Below are several records. Retype exactly those lines running from the one with "cairo_set_operator(ctx, CAIRO_OPERATOR_SOURCE);" through the one with "47, 30, 31);", end lines included, and no others.

··· Source data ···

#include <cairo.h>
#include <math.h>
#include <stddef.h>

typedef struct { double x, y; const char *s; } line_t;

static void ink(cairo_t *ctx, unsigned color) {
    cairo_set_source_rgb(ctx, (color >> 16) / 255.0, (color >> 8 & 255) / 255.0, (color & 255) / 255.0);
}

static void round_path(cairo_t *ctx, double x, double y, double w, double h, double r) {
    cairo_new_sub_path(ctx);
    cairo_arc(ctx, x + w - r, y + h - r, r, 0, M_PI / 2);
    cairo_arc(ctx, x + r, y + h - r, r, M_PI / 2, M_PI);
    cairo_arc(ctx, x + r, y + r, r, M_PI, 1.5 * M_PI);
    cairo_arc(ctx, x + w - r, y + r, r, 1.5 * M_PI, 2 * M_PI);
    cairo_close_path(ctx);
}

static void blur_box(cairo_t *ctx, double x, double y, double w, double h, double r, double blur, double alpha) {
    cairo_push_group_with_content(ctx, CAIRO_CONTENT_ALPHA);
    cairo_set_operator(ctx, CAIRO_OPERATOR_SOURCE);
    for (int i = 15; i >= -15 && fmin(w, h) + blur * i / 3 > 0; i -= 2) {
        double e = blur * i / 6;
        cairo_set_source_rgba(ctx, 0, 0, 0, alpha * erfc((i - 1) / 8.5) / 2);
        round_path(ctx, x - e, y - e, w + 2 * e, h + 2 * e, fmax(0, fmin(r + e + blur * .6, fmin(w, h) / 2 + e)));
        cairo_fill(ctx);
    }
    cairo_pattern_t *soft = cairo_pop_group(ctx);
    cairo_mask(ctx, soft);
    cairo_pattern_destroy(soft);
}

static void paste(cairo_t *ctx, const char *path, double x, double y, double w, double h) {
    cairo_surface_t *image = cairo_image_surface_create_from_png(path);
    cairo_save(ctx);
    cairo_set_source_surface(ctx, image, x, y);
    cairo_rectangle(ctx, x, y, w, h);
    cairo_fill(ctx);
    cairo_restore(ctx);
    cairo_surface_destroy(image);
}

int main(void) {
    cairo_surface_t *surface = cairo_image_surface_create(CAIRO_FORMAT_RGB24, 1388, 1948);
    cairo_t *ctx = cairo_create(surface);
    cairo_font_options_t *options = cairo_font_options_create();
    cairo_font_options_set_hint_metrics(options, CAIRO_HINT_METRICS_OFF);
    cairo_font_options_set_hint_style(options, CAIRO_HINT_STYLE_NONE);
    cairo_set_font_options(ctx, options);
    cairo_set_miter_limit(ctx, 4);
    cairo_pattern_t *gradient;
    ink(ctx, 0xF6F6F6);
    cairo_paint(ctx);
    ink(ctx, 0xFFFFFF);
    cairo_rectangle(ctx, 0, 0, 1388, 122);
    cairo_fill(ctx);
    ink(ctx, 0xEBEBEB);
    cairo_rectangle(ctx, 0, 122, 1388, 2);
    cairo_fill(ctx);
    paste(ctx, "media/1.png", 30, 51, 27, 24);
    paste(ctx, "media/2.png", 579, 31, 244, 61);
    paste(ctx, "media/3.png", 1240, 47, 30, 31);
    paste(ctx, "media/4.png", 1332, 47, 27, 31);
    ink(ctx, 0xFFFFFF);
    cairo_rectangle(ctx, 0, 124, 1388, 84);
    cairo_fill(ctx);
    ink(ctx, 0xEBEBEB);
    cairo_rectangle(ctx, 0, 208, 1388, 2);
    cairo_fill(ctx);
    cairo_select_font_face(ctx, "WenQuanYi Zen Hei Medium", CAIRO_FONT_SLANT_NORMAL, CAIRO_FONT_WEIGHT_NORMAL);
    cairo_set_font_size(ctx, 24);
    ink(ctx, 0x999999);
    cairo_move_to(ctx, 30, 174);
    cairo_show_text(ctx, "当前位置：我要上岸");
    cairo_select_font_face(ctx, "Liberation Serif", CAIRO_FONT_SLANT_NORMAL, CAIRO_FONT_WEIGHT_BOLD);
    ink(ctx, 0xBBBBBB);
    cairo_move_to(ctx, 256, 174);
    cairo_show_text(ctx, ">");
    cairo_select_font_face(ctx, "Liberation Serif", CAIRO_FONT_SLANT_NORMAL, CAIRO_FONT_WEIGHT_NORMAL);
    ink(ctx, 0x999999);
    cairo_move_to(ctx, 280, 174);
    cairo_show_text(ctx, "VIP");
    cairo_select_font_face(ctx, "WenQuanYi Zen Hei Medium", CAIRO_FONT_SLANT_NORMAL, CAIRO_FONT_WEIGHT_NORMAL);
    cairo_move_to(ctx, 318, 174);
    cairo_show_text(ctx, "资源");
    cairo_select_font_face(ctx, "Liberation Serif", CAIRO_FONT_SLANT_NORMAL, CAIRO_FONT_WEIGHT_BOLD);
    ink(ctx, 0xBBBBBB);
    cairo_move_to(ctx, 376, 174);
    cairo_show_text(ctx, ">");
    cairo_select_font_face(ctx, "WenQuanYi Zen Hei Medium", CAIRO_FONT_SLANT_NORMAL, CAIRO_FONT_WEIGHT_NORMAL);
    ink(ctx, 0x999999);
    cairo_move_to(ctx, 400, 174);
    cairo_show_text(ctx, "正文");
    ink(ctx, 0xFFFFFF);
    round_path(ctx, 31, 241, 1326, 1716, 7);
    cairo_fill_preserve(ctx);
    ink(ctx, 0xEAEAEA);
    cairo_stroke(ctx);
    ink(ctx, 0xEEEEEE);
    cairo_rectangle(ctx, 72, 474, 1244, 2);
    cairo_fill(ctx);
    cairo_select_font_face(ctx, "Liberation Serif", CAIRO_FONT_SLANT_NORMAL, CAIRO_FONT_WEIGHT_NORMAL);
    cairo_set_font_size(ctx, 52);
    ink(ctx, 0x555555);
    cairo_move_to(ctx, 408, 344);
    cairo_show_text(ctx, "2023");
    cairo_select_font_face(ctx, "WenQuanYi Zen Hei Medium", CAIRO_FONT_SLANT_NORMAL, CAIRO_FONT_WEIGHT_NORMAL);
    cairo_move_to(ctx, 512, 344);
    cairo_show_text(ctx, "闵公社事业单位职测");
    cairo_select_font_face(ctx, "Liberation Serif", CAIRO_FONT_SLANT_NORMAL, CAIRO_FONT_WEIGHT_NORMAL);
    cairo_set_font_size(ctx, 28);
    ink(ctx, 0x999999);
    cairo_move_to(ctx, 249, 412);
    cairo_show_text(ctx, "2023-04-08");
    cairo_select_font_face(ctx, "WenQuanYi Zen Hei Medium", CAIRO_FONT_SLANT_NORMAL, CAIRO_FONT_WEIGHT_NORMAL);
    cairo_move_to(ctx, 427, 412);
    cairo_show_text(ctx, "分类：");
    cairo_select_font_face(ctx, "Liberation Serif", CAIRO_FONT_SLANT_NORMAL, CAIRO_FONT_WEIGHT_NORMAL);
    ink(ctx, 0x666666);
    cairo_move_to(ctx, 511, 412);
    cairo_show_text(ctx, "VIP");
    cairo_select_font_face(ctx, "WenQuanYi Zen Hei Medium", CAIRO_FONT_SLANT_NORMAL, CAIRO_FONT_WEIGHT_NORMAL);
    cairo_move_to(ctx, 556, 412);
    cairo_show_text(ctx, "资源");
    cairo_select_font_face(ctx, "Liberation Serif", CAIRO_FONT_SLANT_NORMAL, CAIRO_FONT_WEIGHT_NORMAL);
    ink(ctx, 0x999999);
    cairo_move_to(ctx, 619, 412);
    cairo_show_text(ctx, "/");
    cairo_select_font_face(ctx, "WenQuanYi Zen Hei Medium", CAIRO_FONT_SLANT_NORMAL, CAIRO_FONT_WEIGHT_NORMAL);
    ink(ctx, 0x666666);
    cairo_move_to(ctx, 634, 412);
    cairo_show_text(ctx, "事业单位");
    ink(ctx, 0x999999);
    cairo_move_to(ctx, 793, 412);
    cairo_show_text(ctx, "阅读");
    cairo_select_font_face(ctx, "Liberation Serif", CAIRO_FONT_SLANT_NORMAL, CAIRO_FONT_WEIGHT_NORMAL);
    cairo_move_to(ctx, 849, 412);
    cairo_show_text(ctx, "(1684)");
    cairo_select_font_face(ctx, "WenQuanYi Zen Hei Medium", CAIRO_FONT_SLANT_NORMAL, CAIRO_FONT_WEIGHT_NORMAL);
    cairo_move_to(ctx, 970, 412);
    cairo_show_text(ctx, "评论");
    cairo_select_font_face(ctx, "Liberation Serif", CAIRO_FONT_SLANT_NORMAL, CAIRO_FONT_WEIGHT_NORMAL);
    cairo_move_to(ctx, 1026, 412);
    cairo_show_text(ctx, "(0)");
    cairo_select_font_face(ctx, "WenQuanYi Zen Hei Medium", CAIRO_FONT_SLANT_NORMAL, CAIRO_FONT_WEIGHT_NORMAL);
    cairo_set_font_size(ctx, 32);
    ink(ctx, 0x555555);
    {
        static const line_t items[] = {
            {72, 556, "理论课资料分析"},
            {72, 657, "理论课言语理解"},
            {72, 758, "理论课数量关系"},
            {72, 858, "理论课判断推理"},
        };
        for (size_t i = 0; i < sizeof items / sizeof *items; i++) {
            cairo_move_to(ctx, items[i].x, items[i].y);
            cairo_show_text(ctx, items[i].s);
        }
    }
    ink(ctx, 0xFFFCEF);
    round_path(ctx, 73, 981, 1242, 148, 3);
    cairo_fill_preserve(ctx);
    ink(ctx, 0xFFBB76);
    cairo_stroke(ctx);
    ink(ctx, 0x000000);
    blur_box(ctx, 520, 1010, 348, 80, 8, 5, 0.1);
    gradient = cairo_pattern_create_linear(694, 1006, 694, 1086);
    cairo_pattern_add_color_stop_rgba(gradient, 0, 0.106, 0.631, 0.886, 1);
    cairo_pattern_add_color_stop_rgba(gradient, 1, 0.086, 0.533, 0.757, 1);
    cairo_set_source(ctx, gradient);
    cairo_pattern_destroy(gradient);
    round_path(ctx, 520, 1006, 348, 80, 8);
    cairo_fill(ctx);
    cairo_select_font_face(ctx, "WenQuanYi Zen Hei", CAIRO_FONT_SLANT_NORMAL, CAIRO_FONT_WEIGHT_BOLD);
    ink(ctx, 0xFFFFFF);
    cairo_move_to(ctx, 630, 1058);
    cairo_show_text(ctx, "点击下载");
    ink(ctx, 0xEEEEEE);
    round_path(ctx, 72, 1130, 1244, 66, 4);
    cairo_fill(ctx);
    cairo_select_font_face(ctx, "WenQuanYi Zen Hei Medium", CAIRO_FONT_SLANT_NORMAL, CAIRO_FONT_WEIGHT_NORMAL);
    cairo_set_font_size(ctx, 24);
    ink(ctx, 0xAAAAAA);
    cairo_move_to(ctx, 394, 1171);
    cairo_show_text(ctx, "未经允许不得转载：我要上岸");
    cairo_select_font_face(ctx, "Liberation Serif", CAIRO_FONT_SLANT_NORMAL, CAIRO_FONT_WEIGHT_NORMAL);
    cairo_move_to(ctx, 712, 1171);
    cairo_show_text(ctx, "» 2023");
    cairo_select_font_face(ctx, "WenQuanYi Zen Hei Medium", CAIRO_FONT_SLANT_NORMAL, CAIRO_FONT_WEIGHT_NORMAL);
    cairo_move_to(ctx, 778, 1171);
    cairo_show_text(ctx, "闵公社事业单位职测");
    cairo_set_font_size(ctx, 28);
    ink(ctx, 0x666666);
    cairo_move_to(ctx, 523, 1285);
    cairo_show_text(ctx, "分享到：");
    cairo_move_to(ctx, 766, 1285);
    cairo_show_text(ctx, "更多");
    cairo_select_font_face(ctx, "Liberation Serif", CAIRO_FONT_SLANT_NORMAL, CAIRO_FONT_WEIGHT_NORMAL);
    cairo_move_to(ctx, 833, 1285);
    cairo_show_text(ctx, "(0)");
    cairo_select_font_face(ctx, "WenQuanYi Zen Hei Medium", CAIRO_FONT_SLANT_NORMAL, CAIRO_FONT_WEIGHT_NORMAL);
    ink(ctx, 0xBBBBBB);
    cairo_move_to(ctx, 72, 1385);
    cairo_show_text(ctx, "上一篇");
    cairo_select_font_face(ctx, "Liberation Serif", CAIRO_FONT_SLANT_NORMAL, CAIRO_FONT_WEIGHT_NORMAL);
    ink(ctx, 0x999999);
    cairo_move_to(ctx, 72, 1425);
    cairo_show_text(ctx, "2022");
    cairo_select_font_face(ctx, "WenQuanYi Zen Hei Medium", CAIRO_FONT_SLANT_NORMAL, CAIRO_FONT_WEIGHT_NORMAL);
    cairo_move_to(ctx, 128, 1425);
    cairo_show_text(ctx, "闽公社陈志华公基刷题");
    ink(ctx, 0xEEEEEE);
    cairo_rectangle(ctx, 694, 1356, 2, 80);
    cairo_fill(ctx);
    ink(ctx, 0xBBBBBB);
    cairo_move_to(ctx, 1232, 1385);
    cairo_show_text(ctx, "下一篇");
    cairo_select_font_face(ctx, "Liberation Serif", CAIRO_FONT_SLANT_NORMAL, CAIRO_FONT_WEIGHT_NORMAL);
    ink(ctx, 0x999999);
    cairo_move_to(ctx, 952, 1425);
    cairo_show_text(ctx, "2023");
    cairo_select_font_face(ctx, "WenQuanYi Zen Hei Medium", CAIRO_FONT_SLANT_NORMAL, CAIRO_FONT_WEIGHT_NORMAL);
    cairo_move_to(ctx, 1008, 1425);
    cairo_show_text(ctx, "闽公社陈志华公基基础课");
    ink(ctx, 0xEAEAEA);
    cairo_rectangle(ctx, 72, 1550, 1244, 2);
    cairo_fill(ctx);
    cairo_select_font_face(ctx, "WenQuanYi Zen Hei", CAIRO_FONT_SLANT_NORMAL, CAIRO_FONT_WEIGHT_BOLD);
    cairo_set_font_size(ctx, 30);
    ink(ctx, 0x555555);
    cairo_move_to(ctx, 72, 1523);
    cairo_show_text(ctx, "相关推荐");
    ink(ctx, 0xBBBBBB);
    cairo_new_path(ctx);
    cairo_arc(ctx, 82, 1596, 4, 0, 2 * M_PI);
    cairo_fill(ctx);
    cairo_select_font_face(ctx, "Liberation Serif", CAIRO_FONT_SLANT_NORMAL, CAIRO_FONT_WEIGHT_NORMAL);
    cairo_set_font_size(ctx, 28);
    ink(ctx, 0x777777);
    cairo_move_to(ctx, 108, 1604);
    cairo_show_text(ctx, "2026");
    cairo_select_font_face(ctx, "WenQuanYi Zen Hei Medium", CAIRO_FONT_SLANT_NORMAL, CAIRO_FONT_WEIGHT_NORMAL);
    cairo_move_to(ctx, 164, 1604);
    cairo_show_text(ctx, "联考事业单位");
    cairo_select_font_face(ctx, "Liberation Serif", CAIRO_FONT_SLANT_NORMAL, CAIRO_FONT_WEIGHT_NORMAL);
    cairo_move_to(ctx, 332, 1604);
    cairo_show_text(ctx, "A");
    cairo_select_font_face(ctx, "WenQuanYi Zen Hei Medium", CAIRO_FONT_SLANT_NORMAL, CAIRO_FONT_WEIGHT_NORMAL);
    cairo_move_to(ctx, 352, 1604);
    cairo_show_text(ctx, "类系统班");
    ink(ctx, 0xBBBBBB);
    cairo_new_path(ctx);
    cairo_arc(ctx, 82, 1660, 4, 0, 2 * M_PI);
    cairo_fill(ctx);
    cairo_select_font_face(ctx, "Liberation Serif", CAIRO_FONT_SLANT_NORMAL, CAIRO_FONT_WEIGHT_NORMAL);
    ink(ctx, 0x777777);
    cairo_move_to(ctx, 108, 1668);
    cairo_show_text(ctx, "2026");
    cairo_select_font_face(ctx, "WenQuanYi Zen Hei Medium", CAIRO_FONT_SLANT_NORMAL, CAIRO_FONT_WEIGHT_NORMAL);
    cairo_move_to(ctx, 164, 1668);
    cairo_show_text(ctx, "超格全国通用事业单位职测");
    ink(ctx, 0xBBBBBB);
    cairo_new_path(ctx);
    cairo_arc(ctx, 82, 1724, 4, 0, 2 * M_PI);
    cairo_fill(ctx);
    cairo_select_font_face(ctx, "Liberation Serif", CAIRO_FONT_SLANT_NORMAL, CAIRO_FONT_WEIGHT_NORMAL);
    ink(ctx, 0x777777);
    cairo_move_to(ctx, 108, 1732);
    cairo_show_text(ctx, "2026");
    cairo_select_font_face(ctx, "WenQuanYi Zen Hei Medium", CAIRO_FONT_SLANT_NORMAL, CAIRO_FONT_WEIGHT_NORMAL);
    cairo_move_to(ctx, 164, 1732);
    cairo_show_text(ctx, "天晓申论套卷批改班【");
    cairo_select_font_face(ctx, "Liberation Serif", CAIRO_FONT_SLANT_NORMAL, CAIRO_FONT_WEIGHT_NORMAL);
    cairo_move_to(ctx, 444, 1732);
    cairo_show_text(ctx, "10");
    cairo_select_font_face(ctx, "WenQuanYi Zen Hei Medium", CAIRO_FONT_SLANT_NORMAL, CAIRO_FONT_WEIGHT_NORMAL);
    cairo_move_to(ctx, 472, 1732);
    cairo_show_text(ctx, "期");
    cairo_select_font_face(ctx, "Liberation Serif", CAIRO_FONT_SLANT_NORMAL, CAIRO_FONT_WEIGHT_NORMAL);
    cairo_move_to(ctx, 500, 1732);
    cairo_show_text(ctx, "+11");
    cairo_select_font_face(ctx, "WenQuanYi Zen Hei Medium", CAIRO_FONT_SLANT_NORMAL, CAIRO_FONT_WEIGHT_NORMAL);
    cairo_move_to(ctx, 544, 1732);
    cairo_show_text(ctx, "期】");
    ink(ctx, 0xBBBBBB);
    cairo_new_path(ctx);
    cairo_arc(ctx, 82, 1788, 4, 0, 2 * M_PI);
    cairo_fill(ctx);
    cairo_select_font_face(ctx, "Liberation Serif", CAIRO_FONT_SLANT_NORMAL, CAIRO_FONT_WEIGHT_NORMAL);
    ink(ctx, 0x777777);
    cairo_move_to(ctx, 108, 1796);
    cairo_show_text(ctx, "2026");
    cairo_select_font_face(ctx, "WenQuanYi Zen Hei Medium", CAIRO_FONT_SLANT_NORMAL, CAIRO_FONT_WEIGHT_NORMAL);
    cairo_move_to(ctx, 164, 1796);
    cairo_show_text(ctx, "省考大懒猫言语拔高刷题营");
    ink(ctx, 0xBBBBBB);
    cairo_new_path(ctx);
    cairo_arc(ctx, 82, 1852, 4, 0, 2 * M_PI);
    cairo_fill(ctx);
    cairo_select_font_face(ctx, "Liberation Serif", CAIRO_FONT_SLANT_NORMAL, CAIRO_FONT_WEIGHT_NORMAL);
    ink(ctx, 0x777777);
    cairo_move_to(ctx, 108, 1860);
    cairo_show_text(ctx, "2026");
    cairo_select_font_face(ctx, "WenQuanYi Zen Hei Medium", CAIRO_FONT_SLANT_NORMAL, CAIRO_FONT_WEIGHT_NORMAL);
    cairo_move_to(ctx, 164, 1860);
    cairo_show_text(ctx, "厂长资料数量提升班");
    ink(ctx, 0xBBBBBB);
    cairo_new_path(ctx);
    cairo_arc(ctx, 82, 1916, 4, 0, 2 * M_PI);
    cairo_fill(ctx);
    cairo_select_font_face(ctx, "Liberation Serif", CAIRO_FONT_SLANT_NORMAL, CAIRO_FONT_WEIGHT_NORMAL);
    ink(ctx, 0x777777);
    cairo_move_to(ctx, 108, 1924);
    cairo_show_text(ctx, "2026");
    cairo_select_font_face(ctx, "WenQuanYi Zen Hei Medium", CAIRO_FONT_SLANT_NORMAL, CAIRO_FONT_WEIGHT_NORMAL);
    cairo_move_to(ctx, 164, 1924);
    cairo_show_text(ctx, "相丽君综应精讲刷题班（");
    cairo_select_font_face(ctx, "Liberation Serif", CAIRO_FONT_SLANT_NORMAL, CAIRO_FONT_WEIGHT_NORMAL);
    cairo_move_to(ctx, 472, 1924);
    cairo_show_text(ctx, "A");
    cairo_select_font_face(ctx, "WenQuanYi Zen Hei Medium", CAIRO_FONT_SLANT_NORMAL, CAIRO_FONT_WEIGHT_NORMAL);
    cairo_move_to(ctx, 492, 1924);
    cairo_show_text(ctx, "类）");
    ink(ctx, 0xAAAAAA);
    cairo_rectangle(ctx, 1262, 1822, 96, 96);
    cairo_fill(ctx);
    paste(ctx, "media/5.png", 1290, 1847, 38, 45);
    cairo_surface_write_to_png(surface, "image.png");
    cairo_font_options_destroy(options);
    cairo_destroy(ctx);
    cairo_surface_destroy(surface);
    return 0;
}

···

## Reply to the task
    cairo_set_operator(ctx, CAIRO_OPERATOR_SOURCE);
    for (int i = 15; i >= -15 && fmin(w, h) + blur * i / 3 > 0; i -= 2) {
        double e = blur * i / 6;
        cairo_set_source_rgba(ctx, 0, 0, 0, alpha * erfc((i - 1) / 8.5) / 2);
        round_path(ctx, x - e, y - e, w + 2 * e, h + 2 * e, fmax(0, fmin(r + e + blur * .6, fmin(w, h) / 2 + e)));
        cairo_fill(ctx);
    }
    cairo_pattern_t *soft = cairo_pop_group(ctx);
    cairo_mask(ctx, soft);
    cairo_pattern_destroy(soft);
}

static void paste(cairo_t *ctx, const char *path, double x, double y, double w, double h) {
    cairo_surface_t *image = cairo_image_surface_create_from_png(path);
    cairo_save(ctx);
    cairo_set_source_surface(ctx, image, x, y);
    cairo_rectangle(ctx, x, y, w, h);
    cairo_fill(ctx);
    cairo_restore(ctx);
    cairo_surface_destroy(image);
}

int main(void) {
    cairo_surface_t *surface = cairo_image_surface_create(CAIRO_FORMAT_RGB24, 1388, 1948);
    cairo_t *ctx = cairo_create(surface);
    cairo_font_options_t *options = cairo_font_options_create();
    cairo_font_options_set_hint_metrics(options, CAIRO_HINT_METRICS_OFF);
    cairo_font_options_set_hint_style(options, CAIRO_HINT_STYLE_NONE);
    cairo_set_font_options(ctx, options);
    cairo_set_miter_limit(ctx, 4);
    cairo_pattern_t *gradient;
    ink(ctx, 0xF6F6F6);
    cairo_paint(ctx);
    ink(ctx, 0xFFFFFF);
    cairo_rectangle(ctx, 0, 0, 1388, 122);
    cairo_fill(ctx);
    ink(ctx, 0xEBEBEB);
    cairo_rectangle(ctx, 0, 122, 1388, 2);
    cairo_fill(ctx);
    paste(ctx, "media/1.png", 30, 51, 27, 24);
    paste(ctx, "media/2.png", 579, 31, 244, 61);
    paste(ctx, "media/3.png", 1240, 47, 30, 31);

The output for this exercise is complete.